When you say, “There is no such thing as creating "productive territory" when a subsidy is required to build into it ahead of market demand,” how would that analysis apply to the push for a national system of publicly funded HSR today?


It's a different area, at least for me. I don't consider HSR "railroading," and so I leave my comfort zone to enter areas of social policy. I generally don't think that governments make good choices in general when it comes to spending other people's money for precisely that reason: it's other people's money so who cares? Kind of like Land Grant railroads, I suppose. But, it is a specialist's argument, pitting the economics of HSR against the costs of covering more and more countryside with asphalt. I don't know enough about the trade-offs to offer an educated opinion. One of my former colleagues was a consultant on the Shinkasen, the first of its kind, and he thought it was a great project, and I did too but that was from an engineering standpoint. Social costs and benefits are more in the political arena, for better or for worse.
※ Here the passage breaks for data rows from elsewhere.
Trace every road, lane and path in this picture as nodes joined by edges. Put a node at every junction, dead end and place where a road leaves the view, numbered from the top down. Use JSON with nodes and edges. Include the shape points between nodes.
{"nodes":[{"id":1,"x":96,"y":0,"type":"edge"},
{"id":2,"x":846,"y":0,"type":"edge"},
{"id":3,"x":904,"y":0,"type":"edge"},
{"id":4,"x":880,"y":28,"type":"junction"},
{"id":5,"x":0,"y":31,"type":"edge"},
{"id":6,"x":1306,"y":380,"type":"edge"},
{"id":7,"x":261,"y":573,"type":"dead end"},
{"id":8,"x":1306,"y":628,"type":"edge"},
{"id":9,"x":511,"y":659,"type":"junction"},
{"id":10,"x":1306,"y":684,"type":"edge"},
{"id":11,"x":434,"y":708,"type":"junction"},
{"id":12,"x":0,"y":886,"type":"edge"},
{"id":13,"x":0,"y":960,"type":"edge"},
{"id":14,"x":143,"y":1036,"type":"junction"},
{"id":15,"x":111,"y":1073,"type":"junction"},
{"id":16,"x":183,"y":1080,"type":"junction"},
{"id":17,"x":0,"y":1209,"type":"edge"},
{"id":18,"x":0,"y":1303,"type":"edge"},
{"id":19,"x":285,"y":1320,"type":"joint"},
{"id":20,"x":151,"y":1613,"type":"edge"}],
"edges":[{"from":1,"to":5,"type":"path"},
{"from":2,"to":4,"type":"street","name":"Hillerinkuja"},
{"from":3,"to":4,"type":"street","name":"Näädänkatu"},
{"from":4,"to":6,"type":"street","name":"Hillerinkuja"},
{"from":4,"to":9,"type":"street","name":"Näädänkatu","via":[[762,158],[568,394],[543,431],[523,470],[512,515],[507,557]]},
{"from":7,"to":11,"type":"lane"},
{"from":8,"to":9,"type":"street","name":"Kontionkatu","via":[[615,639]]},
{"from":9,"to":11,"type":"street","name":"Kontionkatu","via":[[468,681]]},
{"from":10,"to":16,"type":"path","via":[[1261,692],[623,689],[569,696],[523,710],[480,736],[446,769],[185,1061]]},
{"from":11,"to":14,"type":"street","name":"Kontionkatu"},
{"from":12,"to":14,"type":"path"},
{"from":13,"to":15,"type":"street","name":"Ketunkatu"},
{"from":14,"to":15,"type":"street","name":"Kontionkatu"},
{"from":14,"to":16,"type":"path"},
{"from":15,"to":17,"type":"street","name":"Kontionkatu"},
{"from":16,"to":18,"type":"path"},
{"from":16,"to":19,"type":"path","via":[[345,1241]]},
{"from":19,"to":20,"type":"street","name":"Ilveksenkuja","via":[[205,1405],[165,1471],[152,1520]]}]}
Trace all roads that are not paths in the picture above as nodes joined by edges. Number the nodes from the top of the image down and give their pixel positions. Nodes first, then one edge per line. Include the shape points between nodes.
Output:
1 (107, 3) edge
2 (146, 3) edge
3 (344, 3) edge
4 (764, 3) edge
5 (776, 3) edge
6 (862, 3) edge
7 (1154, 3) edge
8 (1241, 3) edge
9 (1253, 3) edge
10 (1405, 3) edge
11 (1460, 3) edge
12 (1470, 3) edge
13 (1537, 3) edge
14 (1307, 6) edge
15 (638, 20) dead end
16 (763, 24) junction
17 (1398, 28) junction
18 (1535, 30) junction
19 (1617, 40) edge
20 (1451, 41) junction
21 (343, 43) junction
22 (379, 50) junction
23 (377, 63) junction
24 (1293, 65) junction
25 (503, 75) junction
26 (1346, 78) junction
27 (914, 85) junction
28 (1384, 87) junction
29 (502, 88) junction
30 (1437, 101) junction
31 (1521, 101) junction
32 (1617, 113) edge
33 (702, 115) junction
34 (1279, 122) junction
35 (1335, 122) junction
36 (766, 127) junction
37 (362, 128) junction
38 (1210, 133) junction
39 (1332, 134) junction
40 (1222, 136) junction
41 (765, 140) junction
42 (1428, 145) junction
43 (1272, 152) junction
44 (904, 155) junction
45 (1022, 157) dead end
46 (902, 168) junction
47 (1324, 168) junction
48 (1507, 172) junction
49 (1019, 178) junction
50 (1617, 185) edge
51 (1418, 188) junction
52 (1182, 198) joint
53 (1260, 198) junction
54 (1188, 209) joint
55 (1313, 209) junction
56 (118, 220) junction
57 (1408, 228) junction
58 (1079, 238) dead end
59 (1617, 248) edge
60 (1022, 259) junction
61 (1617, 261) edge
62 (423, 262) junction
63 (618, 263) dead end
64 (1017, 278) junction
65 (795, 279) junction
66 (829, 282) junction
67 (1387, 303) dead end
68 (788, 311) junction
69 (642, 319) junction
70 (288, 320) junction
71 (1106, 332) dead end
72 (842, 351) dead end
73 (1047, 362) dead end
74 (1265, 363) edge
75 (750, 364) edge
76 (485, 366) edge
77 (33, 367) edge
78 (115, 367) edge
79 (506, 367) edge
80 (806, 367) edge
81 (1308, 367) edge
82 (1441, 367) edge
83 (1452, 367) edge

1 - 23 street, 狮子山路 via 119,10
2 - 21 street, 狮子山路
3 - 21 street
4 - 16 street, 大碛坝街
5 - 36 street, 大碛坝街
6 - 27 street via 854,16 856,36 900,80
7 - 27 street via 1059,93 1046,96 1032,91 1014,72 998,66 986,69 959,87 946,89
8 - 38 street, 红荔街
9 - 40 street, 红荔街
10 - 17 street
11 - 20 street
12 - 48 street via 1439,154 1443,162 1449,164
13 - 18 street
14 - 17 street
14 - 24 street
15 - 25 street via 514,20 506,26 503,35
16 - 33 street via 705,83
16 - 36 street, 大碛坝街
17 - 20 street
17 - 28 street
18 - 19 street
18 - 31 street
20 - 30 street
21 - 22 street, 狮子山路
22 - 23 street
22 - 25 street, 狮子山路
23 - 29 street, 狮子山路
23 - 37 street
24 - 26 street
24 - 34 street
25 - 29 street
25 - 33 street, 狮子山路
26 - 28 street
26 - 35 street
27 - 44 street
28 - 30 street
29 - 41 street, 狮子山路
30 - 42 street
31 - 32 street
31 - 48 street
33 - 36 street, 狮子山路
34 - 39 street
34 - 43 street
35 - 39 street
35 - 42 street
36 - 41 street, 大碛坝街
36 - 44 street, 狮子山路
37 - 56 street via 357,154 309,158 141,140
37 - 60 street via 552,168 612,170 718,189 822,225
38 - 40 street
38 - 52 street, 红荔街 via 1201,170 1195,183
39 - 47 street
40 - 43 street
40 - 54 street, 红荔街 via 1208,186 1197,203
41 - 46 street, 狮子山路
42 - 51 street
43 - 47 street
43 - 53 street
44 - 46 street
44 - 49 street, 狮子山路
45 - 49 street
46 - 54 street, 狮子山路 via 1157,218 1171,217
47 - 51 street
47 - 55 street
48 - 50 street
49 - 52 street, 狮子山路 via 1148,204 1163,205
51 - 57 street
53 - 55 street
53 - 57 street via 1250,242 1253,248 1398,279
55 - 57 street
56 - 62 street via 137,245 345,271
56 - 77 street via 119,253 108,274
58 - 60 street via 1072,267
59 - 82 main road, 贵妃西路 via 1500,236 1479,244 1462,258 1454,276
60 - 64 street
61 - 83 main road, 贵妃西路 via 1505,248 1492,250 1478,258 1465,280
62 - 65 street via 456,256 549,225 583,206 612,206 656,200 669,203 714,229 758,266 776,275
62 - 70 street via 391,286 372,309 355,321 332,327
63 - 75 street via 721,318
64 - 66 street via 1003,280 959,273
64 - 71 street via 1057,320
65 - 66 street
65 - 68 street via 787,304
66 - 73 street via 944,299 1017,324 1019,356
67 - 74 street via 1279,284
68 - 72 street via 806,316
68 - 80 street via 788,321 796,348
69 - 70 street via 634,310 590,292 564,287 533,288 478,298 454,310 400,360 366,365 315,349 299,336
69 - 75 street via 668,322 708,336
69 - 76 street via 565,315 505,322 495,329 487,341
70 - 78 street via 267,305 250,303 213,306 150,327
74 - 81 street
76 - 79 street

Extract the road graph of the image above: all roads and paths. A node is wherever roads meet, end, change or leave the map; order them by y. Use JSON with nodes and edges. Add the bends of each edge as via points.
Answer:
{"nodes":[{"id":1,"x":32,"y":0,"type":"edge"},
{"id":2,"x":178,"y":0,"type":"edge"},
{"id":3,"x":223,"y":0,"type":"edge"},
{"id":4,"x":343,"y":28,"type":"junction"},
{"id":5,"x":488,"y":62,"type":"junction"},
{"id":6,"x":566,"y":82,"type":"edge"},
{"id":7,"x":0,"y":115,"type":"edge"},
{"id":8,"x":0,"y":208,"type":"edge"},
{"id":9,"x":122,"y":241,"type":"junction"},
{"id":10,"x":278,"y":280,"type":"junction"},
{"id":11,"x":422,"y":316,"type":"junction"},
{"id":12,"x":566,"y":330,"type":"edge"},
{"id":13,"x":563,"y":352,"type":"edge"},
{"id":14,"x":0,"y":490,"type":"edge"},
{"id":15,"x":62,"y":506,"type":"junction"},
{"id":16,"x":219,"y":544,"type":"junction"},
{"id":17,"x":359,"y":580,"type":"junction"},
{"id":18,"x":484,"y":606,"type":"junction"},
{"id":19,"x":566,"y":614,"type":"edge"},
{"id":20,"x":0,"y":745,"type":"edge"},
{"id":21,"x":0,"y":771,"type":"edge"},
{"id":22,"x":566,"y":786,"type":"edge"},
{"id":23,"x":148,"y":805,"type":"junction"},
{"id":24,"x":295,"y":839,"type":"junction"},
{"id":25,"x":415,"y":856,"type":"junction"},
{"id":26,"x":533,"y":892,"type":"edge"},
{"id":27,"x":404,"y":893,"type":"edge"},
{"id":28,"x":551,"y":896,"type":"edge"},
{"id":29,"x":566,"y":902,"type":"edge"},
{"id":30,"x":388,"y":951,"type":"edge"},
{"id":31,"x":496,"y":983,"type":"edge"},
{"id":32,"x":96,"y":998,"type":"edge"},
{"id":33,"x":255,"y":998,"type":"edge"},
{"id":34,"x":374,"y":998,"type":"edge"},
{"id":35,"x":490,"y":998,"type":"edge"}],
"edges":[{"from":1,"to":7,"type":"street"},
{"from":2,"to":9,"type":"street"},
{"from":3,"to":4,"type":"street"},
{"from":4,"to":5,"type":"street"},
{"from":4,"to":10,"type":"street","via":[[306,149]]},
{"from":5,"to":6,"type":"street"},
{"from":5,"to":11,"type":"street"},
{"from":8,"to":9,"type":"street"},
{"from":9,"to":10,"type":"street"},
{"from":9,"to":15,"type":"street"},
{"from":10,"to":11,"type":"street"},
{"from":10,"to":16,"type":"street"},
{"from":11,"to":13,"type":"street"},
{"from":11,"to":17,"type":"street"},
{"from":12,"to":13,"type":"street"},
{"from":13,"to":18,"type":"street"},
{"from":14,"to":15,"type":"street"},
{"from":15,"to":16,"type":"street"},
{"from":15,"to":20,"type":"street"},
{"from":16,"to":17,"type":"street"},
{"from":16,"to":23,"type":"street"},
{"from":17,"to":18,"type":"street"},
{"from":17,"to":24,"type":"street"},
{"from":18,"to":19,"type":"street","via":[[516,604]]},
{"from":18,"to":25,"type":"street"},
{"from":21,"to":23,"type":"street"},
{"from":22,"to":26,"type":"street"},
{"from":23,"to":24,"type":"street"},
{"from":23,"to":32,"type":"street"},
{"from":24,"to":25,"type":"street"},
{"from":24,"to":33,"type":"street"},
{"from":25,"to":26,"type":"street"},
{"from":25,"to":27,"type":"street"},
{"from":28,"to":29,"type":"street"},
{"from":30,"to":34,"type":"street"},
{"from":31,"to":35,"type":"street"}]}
I understand what you mean.  I don’t regard HSR to be railroading either.  But even if HSR is not a part of railroading, the proponents of HSR including the FRA have made it clear that they intend for HSR to share the existing private corridors of the class-1 freight railroads.  They say this will be necessary because wherever HSR wants to go, the freight railroads already have the most appropriate corridors to get there.    

 

In some cases, this corridor sharing may involve track sharing, but even where HSR will have its own dedicated track, the construction and operating complexities of adding HSR to the freight corridors will be enormous.  And since adding HSR to the freight corridors will require improvements that will redound to the benefit of the freight railroads, there will have to be complex cost sharing agreements between the private freight railroads and the government.  There may also be outright grants to the private railroads for some of upgrade work such as new bridges, elimination of grade crossings, etc.  And like all government grants, there will be strings attached. 

 

So, it seems to me that this will be quite analogous to the public/private partnership of the government land grants made to the pioneering railroads, and all the complexities and unintended market consequences that flowed from that partnership.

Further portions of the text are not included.